In this talk, I will present results that provide a deeper empirical
understanding of why CDCL SAT solvers are so efficient, which may
eventually lead to a complexity-theoretic result. Our results can be
divided into two parts. First, I will talk about structural parameters
that can characterize industrial instances and shed light on why they
are easier to solve even though they may contain millions of
variables. Second, I will talk about internals of CDCL SAT solvers,
and describe why they are particularly suited to solve industrial
instances.

BIO: Dr. Vijay Ganesh is an assistant professor at the University of
Waterloo since 2012. Prior to that he was a research scientist at MIT,
and completed his PhD in computer science from Stanford University in
2007. Vijay's primary area of research is the theory and practice of
automated reasoning aimed at software engineering, formal methods,
security, and mathematics.
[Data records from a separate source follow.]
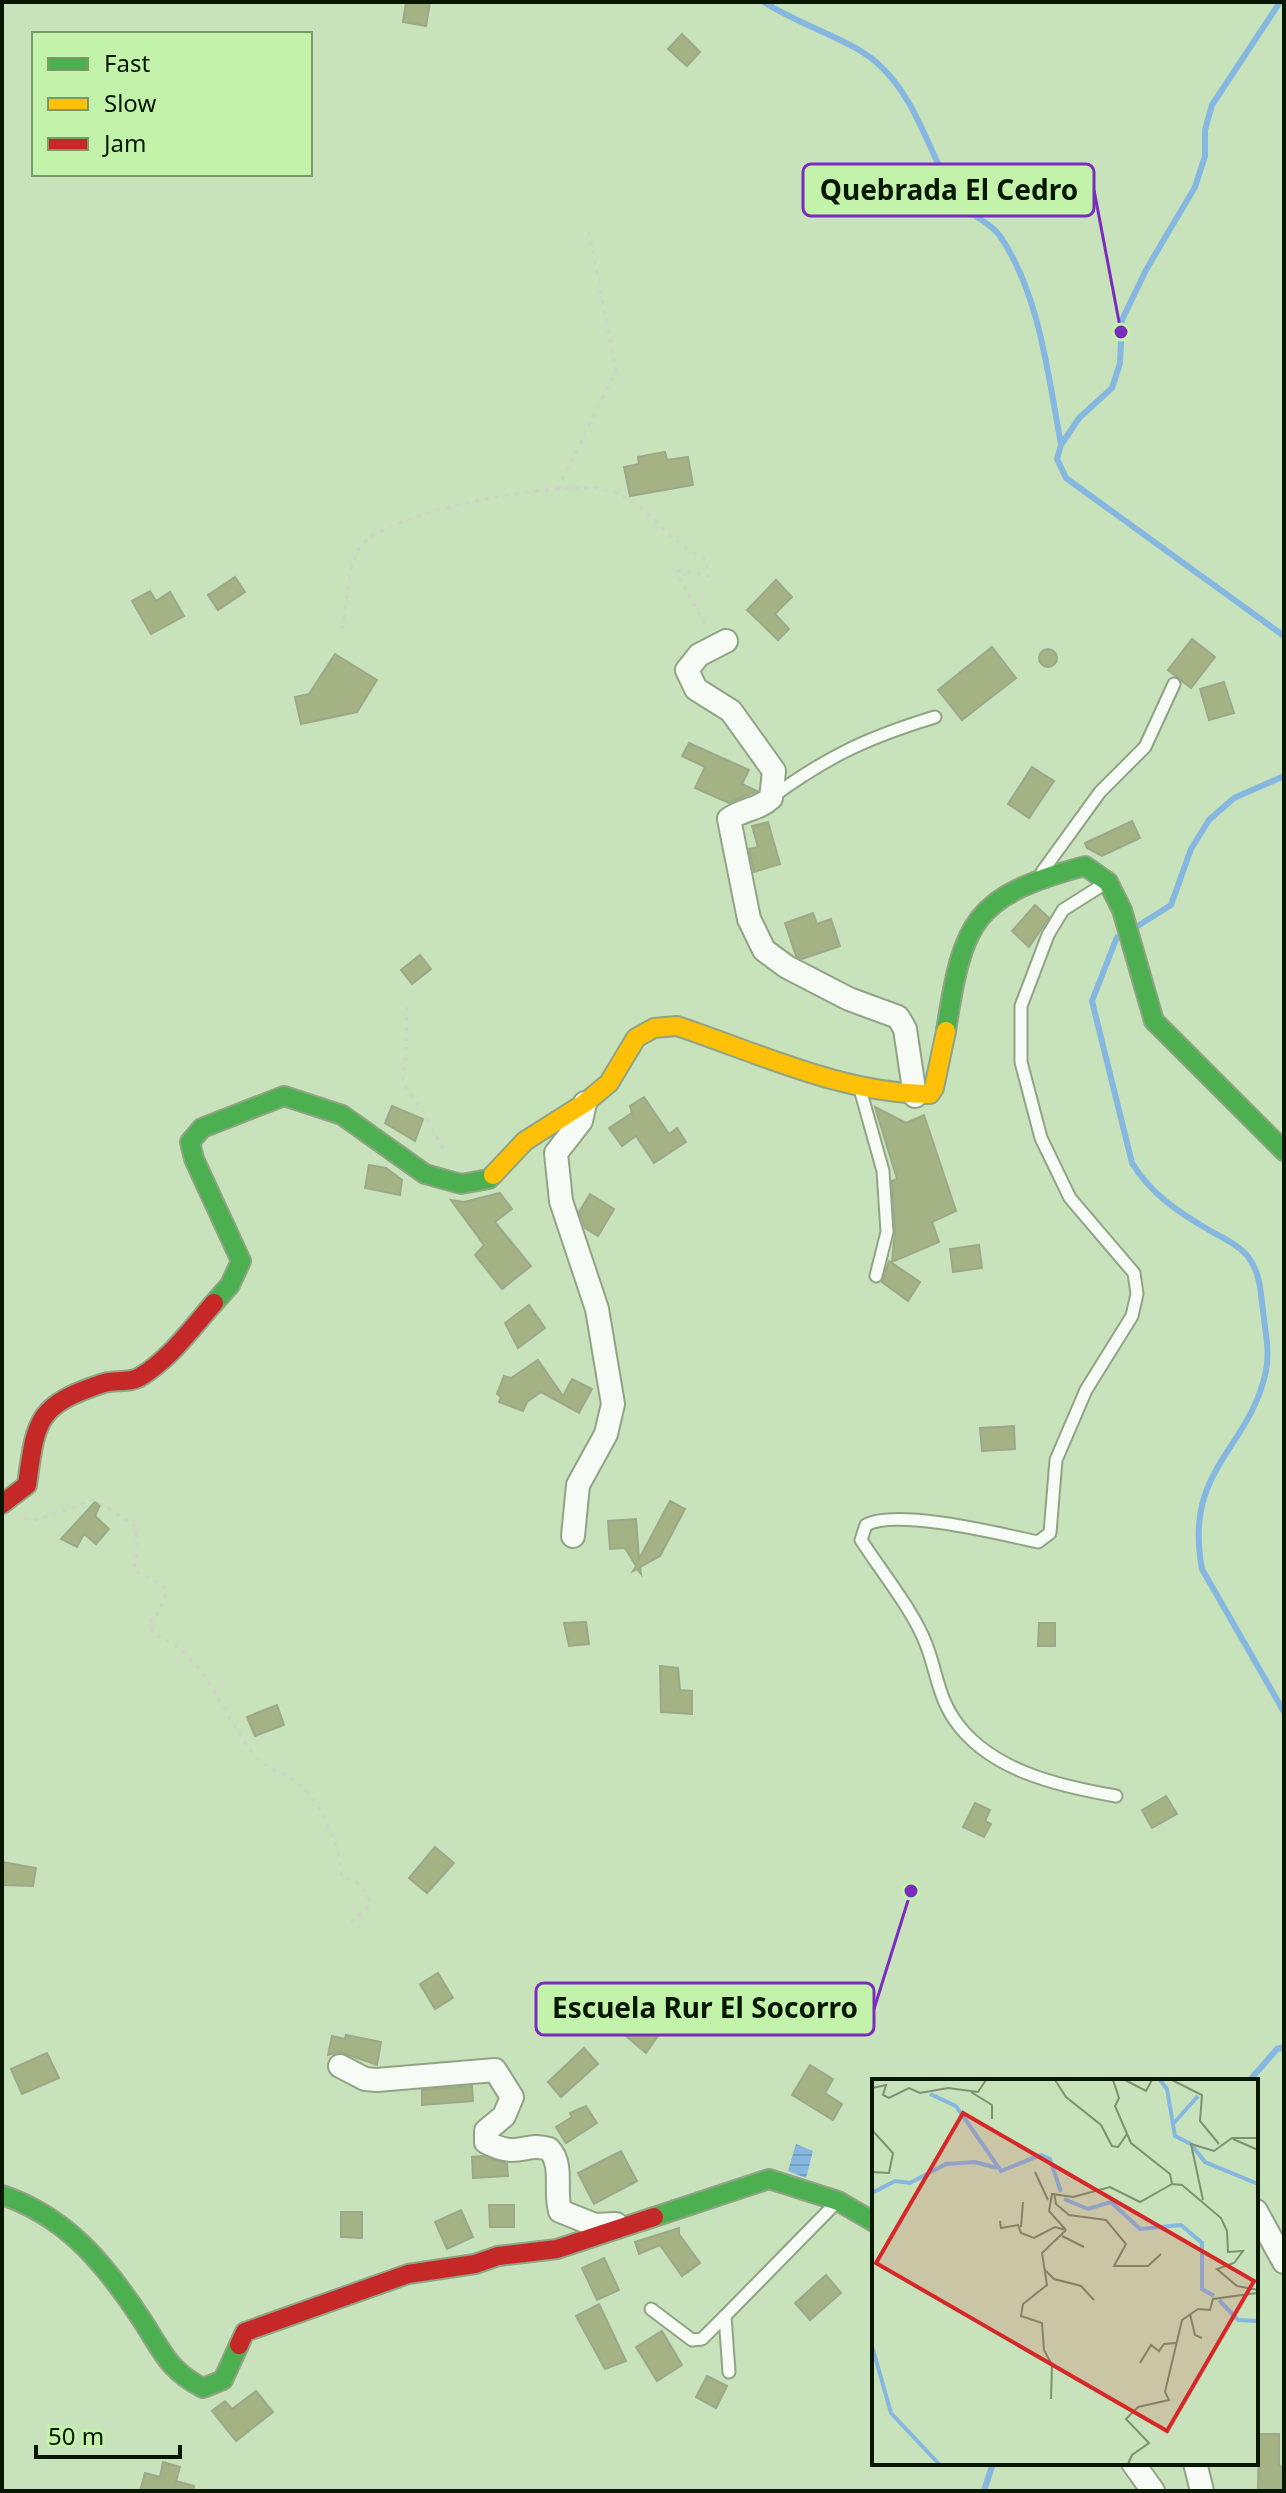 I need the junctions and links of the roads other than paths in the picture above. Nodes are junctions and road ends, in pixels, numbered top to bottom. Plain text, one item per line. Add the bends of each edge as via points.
1 (726, 641) dead end
2 (1174, 684) dead end
3 (935, 717) dead end
4 (771, 798) junction
5 (1036, 880) junction
6 (1108, 882) junction
7 (859, 1084) junction
8 (915, 1096) junction
9 (585, 1103) junction
10 (1284, 1151) edge
11 (876, 1276) dead end
12 (7, 1509) edge
13 (573, 1536) dead end
14 (1116, 1796) dead end
15 (340, 2066) dead end
16 (2, 2195) edge
17 (838, 2201) junction
18 (1258, 2215) edge
19 (872, 2221) edge
20 (633, 2223) junction
21 (1284, 2262) edge
22 (651, 2309) dead end
23 (725, 2316) junction
24 (729, 2372) dead end
25 (1134, 2465) edge
26 (1196, 2465) edge
27 (1153, 2491) edge
28 (1202, 2491) edge

1 - 4 street via 699,655 687,670 696,689 731,711 774,771
2 - 5 lane via 1145,747 1100,792
3 - 4 lane via 876,735 829,758
4 - 8 street via 760,808 729,819 749,919 764,950 787,967 898,1017 905,1029
5 - 6 street via 1085,866
5 - 8 street via 998,898 979,917 954,978 936,1087 930,1094
6 - 10 street via 1122,910 1154,1021
6 - 14 lane via 1063,910 1048,935 1021,1006 1021,1062 1041,1138 1070,1198 1134,1273 1132,1316 1086,1390 1056,1460 1050,1533 1038,1542 879,1518 866,1525 861,1540 926,1644 934,1678 954,1719 990,1758 1082,1790
7 - 8 street
7 - 9 street via 677,1026 654,1028 636,1038 609,1083
7 - 11 lane via 883,1171 887,1232
9 - 12 street via 525,1141 489,1179 461,1184 425,1174 342,1115 284,1096 202,1128 190,1142 241,1261 230,1285 167,1356 137,1379 107,1382 63,1399 35,1426 27,1485
9 - 13 street via 581,1121 556,1153 559,1189 597,1309 613,1404 606,1434 578,1485
15 - 20 street via 377,2080 495,2070 512,2097 504,2116 486,2131 486,2142 513,2153 549,2149 557,2162 560,2211 595,2225
16 - 20 street via 50,2214 79,2236 179,2376 203,2388 223,2380 245,2332 408,2274 557,2249
17 - 19 street
17 - 20 street via 769,2179
17 - 23 lane
18 - 21 street
22 - 23 lane via 692,2340 702,2339
23 - 24 lane
25 - 27 street
26 - 28 street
In this context he has led the development
of many SAT/SMT solvers, most notably, STP, The Z3 string solver,
MapleSAT, and MathCheck. He has also proved several decidability and
complexity results relating to the SATisfiability problem for various
mathematical theories. For his research, he has won over 21 awards,
medals, and distinctions including an ACM Test of Time Award at CCS
2016, two Google Faculty Research Awards in 2011 and 2013, and a
Ten-Year Most Influential Paper Award at DATE 2008.